◆ EXERCISE DETAILS: Go through the lines below. Copy those with "down".

Collected data

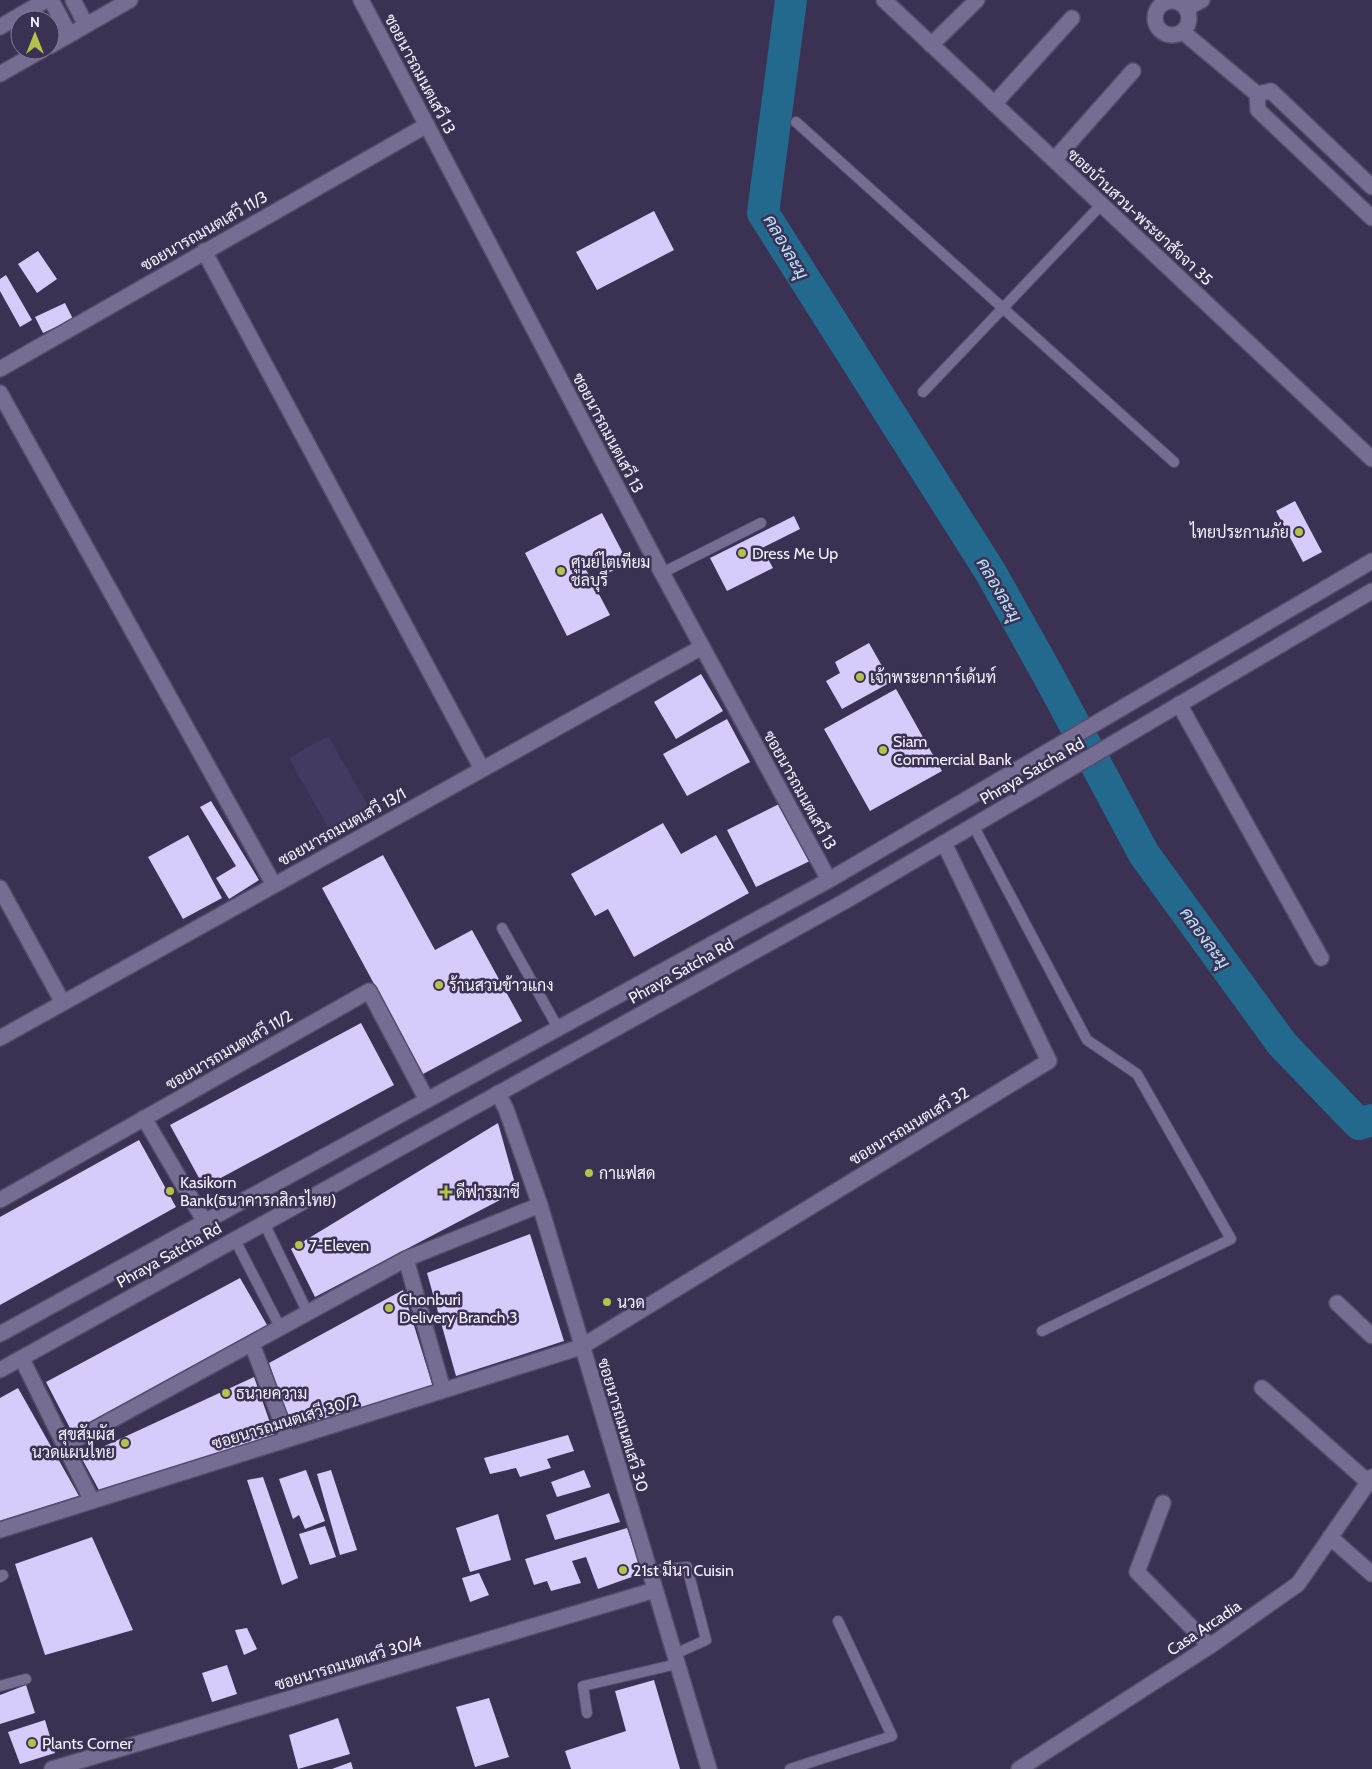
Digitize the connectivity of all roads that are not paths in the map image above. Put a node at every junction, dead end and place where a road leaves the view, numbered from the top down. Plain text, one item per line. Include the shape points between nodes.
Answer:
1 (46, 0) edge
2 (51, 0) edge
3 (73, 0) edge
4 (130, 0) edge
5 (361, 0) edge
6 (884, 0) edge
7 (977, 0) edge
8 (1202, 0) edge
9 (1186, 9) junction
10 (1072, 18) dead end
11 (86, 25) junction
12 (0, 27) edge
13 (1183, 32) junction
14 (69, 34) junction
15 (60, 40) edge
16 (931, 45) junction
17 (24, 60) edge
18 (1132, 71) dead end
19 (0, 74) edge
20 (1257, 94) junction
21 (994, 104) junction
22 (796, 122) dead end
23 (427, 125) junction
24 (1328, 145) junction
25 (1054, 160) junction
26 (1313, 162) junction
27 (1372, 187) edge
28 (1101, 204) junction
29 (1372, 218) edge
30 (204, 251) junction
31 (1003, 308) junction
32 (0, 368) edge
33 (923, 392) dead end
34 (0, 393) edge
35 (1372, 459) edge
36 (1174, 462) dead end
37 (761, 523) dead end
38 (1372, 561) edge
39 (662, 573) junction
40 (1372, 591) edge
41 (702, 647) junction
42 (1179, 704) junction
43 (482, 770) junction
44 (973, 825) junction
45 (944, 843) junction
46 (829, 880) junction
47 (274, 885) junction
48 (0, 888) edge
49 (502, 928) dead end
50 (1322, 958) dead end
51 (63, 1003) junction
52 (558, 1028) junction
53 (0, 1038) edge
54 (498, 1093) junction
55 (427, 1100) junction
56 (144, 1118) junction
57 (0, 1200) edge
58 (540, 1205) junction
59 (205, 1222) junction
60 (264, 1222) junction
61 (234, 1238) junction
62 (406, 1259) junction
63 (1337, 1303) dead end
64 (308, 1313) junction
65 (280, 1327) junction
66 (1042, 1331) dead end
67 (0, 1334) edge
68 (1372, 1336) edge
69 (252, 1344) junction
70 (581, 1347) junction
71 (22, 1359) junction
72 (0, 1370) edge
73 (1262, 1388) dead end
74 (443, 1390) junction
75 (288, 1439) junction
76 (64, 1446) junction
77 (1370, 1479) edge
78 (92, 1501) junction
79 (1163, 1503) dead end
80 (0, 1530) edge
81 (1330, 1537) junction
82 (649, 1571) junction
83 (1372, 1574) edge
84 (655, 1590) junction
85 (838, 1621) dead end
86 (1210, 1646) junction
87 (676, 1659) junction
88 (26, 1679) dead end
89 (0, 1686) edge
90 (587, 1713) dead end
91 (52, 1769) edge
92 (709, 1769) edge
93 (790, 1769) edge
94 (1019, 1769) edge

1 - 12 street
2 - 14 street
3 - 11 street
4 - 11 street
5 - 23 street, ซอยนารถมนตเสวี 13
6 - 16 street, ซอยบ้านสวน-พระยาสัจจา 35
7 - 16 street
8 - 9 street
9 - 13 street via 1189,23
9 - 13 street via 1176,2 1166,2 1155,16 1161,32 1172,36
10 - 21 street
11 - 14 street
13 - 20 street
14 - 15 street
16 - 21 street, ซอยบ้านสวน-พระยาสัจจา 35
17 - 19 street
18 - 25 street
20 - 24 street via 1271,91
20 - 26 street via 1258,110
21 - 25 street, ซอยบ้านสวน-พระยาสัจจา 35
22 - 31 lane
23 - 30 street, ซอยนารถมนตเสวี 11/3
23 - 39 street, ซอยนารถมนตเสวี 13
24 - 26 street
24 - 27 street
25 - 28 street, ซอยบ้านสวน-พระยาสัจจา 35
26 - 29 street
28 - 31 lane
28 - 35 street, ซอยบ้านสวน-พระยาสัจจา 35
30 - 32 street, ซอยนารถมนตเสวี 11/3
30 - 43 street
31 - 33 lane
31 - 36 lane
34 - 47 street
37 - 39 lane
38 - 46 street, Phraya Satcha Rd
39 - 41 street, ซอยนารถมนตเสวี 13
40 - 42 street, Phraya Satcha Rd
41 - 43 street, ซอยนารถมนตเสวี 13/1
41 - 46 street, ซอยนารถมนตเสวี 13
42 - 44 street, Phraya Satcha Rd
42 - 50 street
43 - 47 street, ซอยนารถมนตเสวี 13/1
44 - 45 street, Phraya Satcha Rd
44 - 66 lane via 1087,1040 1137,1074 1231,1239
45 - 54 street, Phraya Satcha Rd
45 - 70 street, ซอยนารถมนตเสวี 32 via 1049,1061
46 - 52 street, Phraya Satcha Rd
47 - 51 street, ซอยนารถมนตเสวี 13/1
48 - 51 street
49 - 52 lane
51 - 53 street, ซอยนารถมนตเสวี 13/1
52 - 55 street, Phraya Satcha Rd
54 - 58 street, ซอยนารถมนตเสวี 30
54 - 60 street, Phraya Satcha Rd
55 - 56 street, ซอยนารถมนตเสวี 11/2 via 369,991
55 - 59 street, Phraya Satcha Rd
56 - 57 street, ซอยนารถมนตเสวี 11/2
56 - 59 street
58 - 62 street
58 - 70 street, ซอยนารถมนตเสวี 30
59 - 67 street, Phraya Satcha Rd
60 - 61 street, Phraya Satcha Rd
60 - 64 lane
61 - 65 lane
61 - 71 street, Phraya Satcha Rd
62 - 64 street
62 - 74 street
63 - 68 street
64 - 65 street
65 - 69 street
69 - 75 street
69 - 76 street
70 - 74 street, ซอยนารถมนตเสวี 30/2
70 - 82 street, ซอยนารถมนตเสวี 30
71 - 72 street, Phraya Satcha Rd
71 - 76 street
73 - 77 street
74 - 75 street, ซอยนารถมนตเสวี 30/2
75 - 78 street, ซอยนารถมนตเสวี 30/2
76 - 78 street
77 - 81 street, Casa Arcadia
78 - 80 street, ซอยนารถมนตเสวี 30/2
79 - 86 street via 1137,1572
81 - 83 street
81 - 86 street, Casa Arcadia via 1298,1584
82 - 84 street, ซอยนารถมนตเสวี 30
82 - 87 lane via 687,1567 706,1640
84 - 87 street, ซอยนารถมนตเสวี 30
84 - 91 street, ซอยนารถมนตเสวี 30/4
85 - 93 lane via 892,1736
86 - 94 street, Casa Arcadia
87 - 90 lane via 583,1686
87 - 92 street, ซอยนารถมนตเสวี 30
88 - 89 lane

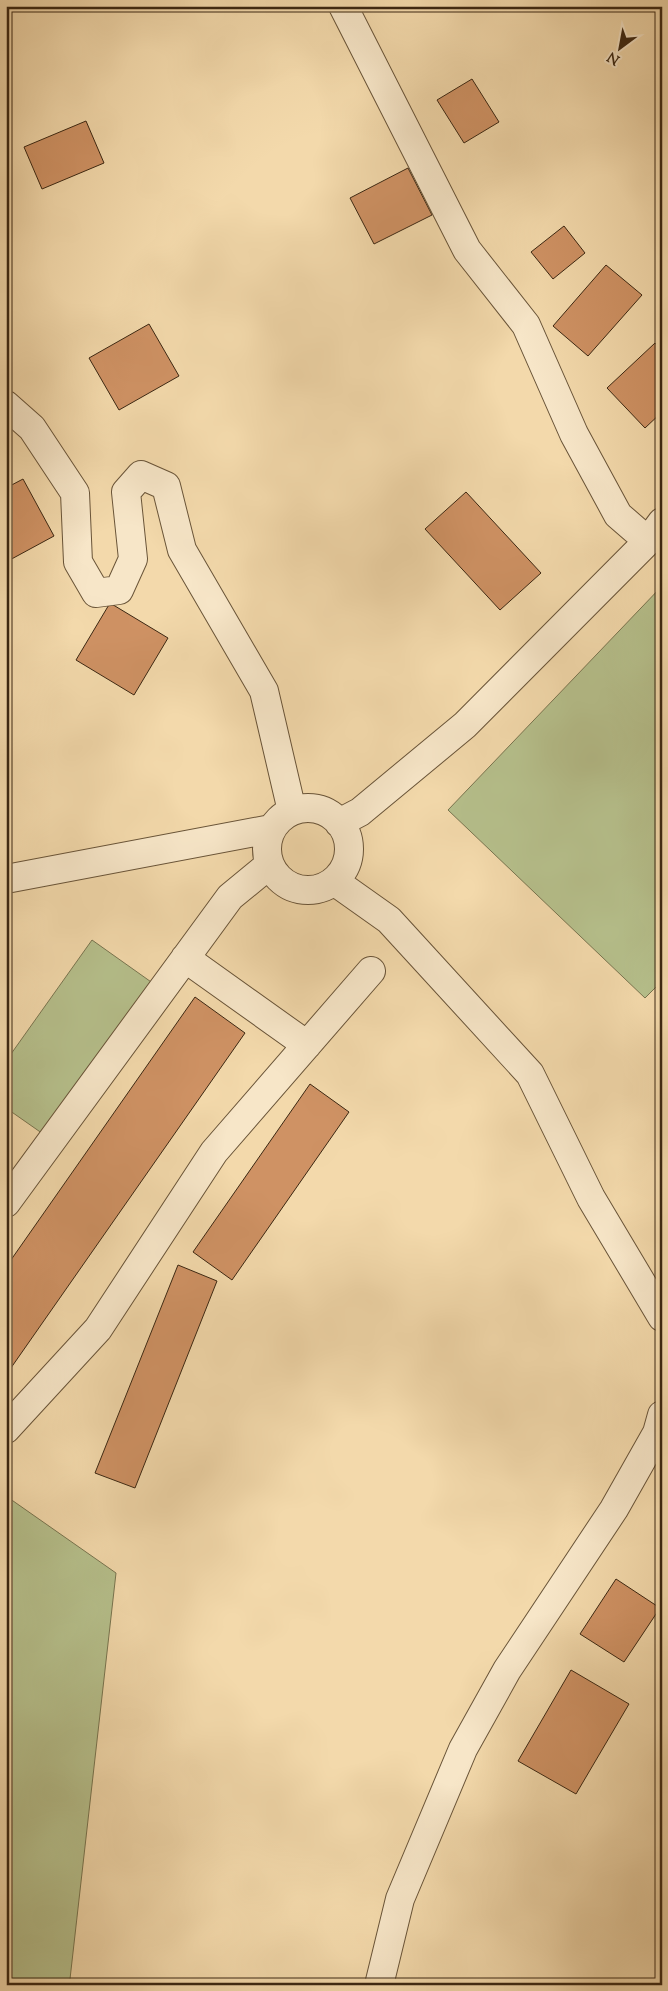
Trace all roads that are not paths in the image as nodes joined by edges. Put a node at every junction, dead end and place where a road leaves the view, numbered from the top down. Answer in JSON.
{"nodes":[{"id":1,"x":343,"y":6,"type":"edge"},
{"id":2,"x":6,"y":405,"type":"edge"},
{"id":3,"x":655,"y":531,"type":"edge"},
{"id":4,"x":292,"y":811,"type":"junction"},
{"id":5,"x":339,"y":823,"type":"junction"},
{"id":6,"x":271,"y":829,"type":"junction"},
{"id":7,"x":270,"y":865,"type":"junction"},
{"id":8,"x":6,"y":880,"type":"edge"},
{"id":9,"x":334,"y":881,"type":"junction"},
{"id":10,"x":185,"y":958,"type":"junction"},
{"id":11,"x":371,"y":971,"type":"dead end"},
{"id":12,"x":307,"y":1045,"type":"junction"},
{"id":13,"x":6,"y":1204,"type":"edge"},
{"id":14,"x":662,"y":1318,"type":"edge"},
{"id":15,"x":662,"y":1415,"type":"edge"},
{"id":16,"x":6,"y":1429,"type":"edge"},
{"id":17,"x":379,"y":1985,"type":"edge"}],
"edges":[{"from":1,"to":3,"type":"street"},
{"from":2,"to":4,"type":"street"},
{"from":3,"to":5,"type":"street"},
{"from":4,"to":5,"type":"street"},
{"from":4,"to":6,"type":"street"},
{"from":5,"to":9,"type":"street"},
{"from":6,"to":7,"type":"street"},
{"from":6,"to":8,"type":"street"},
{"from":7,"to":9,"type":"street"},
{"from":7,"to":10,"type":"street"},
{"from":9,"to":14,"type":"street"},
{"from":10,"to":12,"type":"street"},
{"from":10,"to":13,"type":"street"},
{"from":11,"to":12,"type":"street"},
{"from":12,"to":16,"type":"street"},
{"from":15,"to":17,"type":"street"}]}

◆ ANSWER TO THIS TASK:
Digitize the connectivity of all roads that are not paths in the map image above. Put a node at every junction, dead end and place where a road leaves the view, numbered from the top down. Plain text, one item per line. Include the shape points between nodes.
Trace all roads that are not paths in the image as nodes joined by edges. Put a node at every junction, dead end and place where a road leaves the view, numbered from the top down. Answer in JSON.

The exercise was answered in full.